US Army's T2C2 moves into full-rate production

21 January 2018
A soldier from the 4th Infantry Brigade Combat Team (Airborne), 25th Infantry Division, US Army Alaska sets up a T2C2 Lite satellite terminal during the pilot phase of the T2C2 operational test. Source: Amy Walker/ US Army PEO C3T

Key Points

  • The army can now begin buying the inflatable satellite system
  • The army intends to field T2C2 to 15 operational elements

The US Army's Transportable Tactical Command Communications (T2C2), which provides satellite capability to small units operating in areas without network infrastructure, has achieved its full-rate production decision, enabling the army to begin procuring and fielding the expeditionary inflatable satellite system.

The army announced the decision in January and the service will field two air-droppable variants of T2C2 – the AN/TSC-232 Lite variant, which operates in X-band, is manportable, and uses Cubic's GATR 1.2 m satellite terminal. It can be rapidly setup to provide satellite communications (SATCOM) in remote locations. T2C2 Lite can be on the air in less than 10 minutes.

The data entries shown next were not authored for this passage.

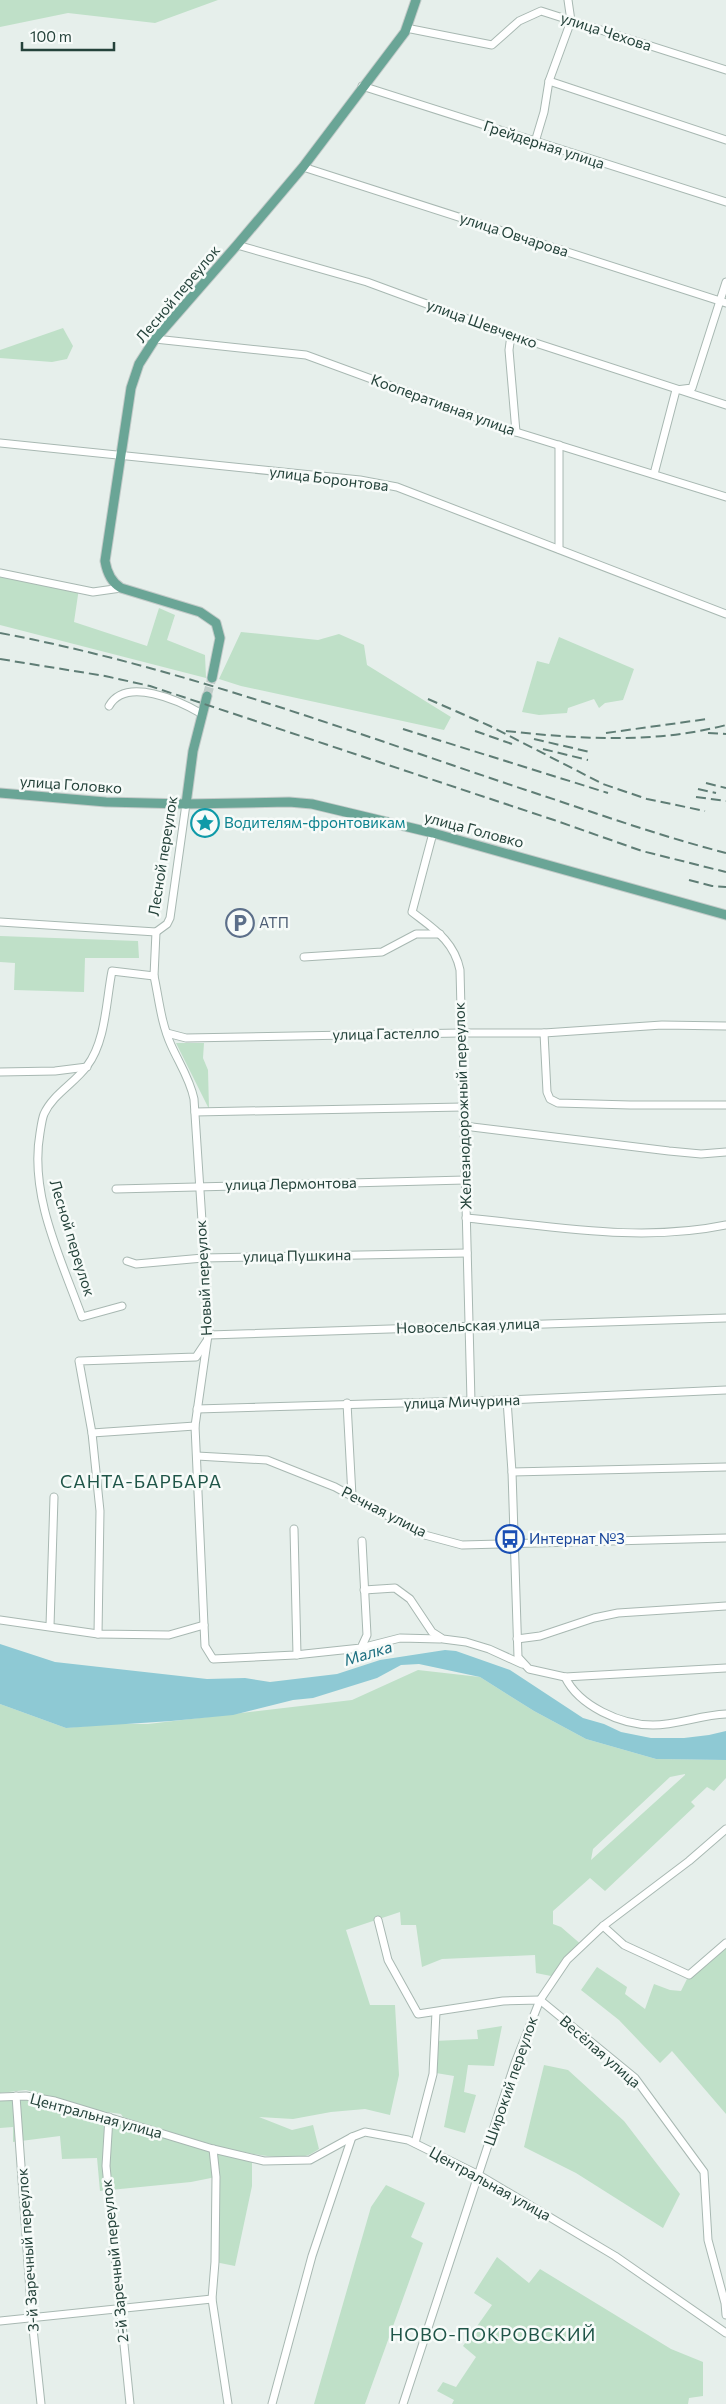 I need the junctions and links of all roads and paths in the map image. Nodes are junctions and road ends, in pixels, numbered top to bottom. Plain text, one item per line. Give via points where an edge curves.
1 (416, 0) edge
2 (568, 0) edge
3 (571, 22) junction
4 (406, 28) junction
5 (726, 70) edge
6 (549, 80) junction
7 (362, 86) junction
8 (726, 140) edge
9 (535, 142) junction
10 (302, 167) junction
11 (726, 202) edge
12 (238, 245) junction
13 (726, 282) edge
14 (723, 302) edge
15 (511, 335) junction
16 (155, 339) junction
17 (676, 390) junction
18 (726, 405) edge
19 (516, 432) junction
20 (0, 444) edge
21 (559, 445) junction
22 (120, 457) junction
23 (654, 474) junction
24 (726, 497) edge
25 (559, 549) junction
26 (0, 573) edge
27 (121, 588) junction
28 (726, 614) edge
29 (212, 678) tunnel mouth
30 (206, 696) tunnel mouth
31 (109, 706) dead end
32 (202, 714) junction
33 (0, 793) edge
34 (186, 804) junction
35 (433, 833) junction
36 (726, 915) edge
37 (0, 922) edge
38 (156, 932) junction
39 (440, 934) junction
40 (304, 957) dead end
41 (154, 976) junction
42 (726, 1026) edge
43 (167, 1033) junction
44 (460, 1033) junction
45 (544, 1034) junction
46 (87, 1067) junction
47 (0, 1072) edge
48 (726, 1105) edge
49 (463, 1107) junction
50 (195, 1112) junction
51 (464, 1126) junction
52 (726, 1152) edge
53 (465, 1180) junction
54 (200, 1186) junction
55 (116, 1189) dead end
56 (466, 1218) junction
57 (726, 1225) edge
58 (467, 1253) junction
59 (203, 1258) junction
60 (128, 1262) dead end
61 (122, 1306) dead end
62 (726, 1318) edge
63 (469, 1325) junction
64 (209, 1337) junction
65 (726, 1390) edge
66 (507, 1400) junction
67 (471, 1401) junction
68 (347, 1403) junction
69 (197, 1409) junction
70 (195, 1426) junction
71 (92, 1433) junction
72 (197, 1456) junction
73 (726, 1466) edge
74 (512, 1472) junction
75 (352, 1496) junction
76 (54, 1497) dead end
77 (294, 1529) dead end
78 (726, 1538) edge
79 (362, 1541) dead end
80 (515, 1544) junction
81 (364, 1590) junction
82 (726, 1606) edge
83 (0, 1620) edge
84 (204, 1625) junction
85 (50, 1626) junction
86 (98, 1634) junction
87 (442, 1639) junction
88 (517, 1639) junction
89 (361, 1648) junction
90 (297, 1655) junction
91 (520, 1661) junction
92 (726, 1668) edge
93 (565, 1677) junction
94 (726, 1714) edge
95 (726, 1829) edge
96 (378, 1920) dead end
97 (603, 1926) junction
98 (726, 1942) edge
99 (540, 2000) junction
100 (436, 2012) junction
101 (16, 2096) junction
102 (0, 2097) edge
103 (109, 2117) junction
104 (352, 2136) junction
105 (415, 2143) junction
106 (213, 2149) junction
107 (479, 2175) junction
108 (212, 2299) junction
109 (120, 2309) junction
110 (726, 2315) edge
111 (32, 2318) junction
112 (0, 2321) edge
113 (726, 2333) edge
114 (41, 2404) edge
115 (130, 2404) edge
116 (228, 2404) edge
117 (272, 2404) edge
118 (403, 2404) edge

1 - 4 main road, Лесной переулок
2 - 3 street
3 - 4 street, улица Чехова via 541,11 519,21 492,45
3 - 5 street, улица Чехова
3 - 6 street
4 - 7 main road, Лесной переулок
6 - 8 street
6 - 9 street
7 - 9 street, Грейдерная улица
7 - 10 main road, Лесной переулок
9 - 11 street, Грейдерная улица
10 - 12 main road, Лесной переулок
10 - 14 street, улица Овчарова
12 - 15 street, улица Шевченко via 367,282
12 - 16 main road, Лесной переулок
13 - 14 street
14 - 17 street via 692,388
15 - 17 street, улица Шевченко
15 - 19 street via 509,350
16 - 19 street, Кооперативная улица via 306,356
16 - 22 main road, Лесной переулок via 139,364 131,388
17 - 18 street, улица Шевченко
17 - 23 street
19 - 21 street, Кооперативная улица
20 - 22 street, улица Боронтова
21 - 23 street, Кооперативная улица
21 - 25 street
22 - 25 street, улица Боронтова via 397,486
22 - 27 main road, Лесной переулок via 105,561 110,577
23 - 24 street, Кооперативная улица
25 - 28 street, улица Боронтова
26 - 27 street via 93,592
27 - 29 main road via 200,612 216,623 220,638
30 - 32 main road, Лесной переулок
31 - 32 street via 120,695 130,692 168,697
32 - 34 main road, Лесной переулок
33 - 34 main road, улица Головко via 106,802
34 - 35 main road, улица Головко via 312,804
34 - 38 street, Лесной переулок via 170,918
35 - 36 main road, улица Головко
35 - 39 street, Железнодорожный переулок via 412,912
37 - 38 street
38 - 41 street, Лесной переулок
39 - 40 street via 416,934 382,952
39 - 44 street, Железнодорожный переулок via 454,949 458,964
41 - 43 street, Новый переулок
41 - 46 street, Лесной переулок via 112,971 98,1048
42 - 45 street, улица Гастелло via 662,1025
43 - 44 street, улица Гастелло via 186,1038
43 - 50 street, Новый переулок via 190,1081
44 - 45 street, улица Гастелло
44 - 49 street, Железнодорожный переулок
45 - 48 street via 547,1092 550,1099 558,1103
46 - 47 street
46 - 61 street, Лесной переулок via 44,1114 37,1149 39,1189 82,1317
49 - 50 street
49 - 51 street, Железнодорожный переулок
50 - 54 street, Новый переулок
51 - 52 street via 669,1151
51 - 53 street, Железнодорожный переулок
53 - 54 street, улица Лермонтова
53 - 56 street, Железнодорожный переулок
54 - 55 street, улица Лермонтова
54 - 59 street, Новый переулок
56 - 57 street via 641,1235 693,1232
56 - 58 street, Железнодорожный переулок
58 - 59 street, улица Пушкина
58 - 63 street, Железнодорожный переулок
59 - 60 street, улица Пушкина
59 - 64 street, Новый переулок
62 - 63 street, Новосельская улица
63 - 64 street, Новосельская улица
63 - 67 street, Железнодорожный переулок
64 - 69 street, Новый переулок
64 - 71 street via 196,1357 79,1361
65 - 66 street, улица Мичурина
66 - 67 street, улица Мичурина
66 - 74 street
67 - 68 street, улица Мичурина via 383,1405
68 - 69 street, улица Мичурина
68 - 75 street
69 - 70 street, Новый переулок
70 - 71 street
70 - 72 street, Новый переулок
71 - 86 street via 100,1511
72 - 75 street, Речная улица via 267,1460
72 - 84 street, Новый переулок
73 - 74 street
74 - 80 street
75 - 80 street, Речная улица via 421,1534 462,1545
76 - 85 street
77 - 90 street
78 - 80 street, Речная улица
79 - 81 street
80 - 88 street
81 - 87 street via 395,1588 410,1599 432,1632
81 - 89 street via 367,1635
82 - 88 street via 618,1613 540,1636
83 - 85 street
84 - 86 street via 169,1635
84 - 90 street, Новый переулок via 205,1646 213,1659
85 - 86 street
87 - 89 street via 400,1638
87 - 91 street via 466,1642
88 - 91 street
89 - 90 street
91 - 93 street via 529,1669
92 - 93 street
93 - 94 street via 576,1695 630,1722 653,1725 707,1714
95 - 97 street, Широкий переулок
96 - 100 street via 388,1960 418,2014
97 - 98 street via 624,1946 689,1975
97 - 99 street, Широкий переулок via 567,1960
99 - 100 street via 503,2001
99 - 107 street, Широкий переулок via 515,2063
99 - 110 street, Весёлая улица via 635,2078 704,2172 708,2240
100 - 105 street via 432,2074
101 - 102 street, Центральная улица
101 - 103 street, Центральная улица via 36,2097
101 - 111 street, 3-й Заречный переулок
103 - 106 street, Центральная улица
103 - 109 street, 2-й Заречный переулок via 106,2166
104 - 105 street, Центральная улица via 374,2132
104 - 106 street, Центральная улица via 315,2158 298,2161 252,2160
104 - 117 street via 312,2256
105 - 107 street, Центральная улица
106 - 108 street via 216,2262
107 - 113 street, Центральная улица via 615,2256
107 - 118 street, Широкий переулок
108 - 109 street
108 - 116 street
109 - 111 street
109 - 115 street, 2-й Заречный переулок
111 - 112 street
111 - 114 street, 3-й Заречный переулок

The AN/TSC-233 Heavy variant uses GATR's 2.4 m satellite terminal and supports military Ka- and X-bands and commercial Ku-band and provides a high-bandwidth tactical network extension for small companies and small forward operating bases working beyond-line-of-sight from their higher headquarters, according to the US Army.

Both terminals will enable early entry forces access, via satellite, to the Warfighter Information Network-Tactical (WIN-T) network to obtain the situational awareness and mission command capabilities needed to conduct entry operations and set the stage for follow-on force, according to the army.

Since the T2C2 solution is inflatable, soldiers can rapidly set up their satellite terminal, enabling continuity of mission command during the initial phases of operation. Additionally, T2C2 can provide a larger dish size, with increased capability and bandwidth efficiency, in a smaller transport package, according to the army.

"T2C2 provides commanders and soldiers with the communications agility and operational flexibility they need to help them retain overmatch against very capable adversaries," Lieutenant Colonel Jenny Stacy, product manager for Satellite Communications, Project Manager Tactical Network, said in a statement.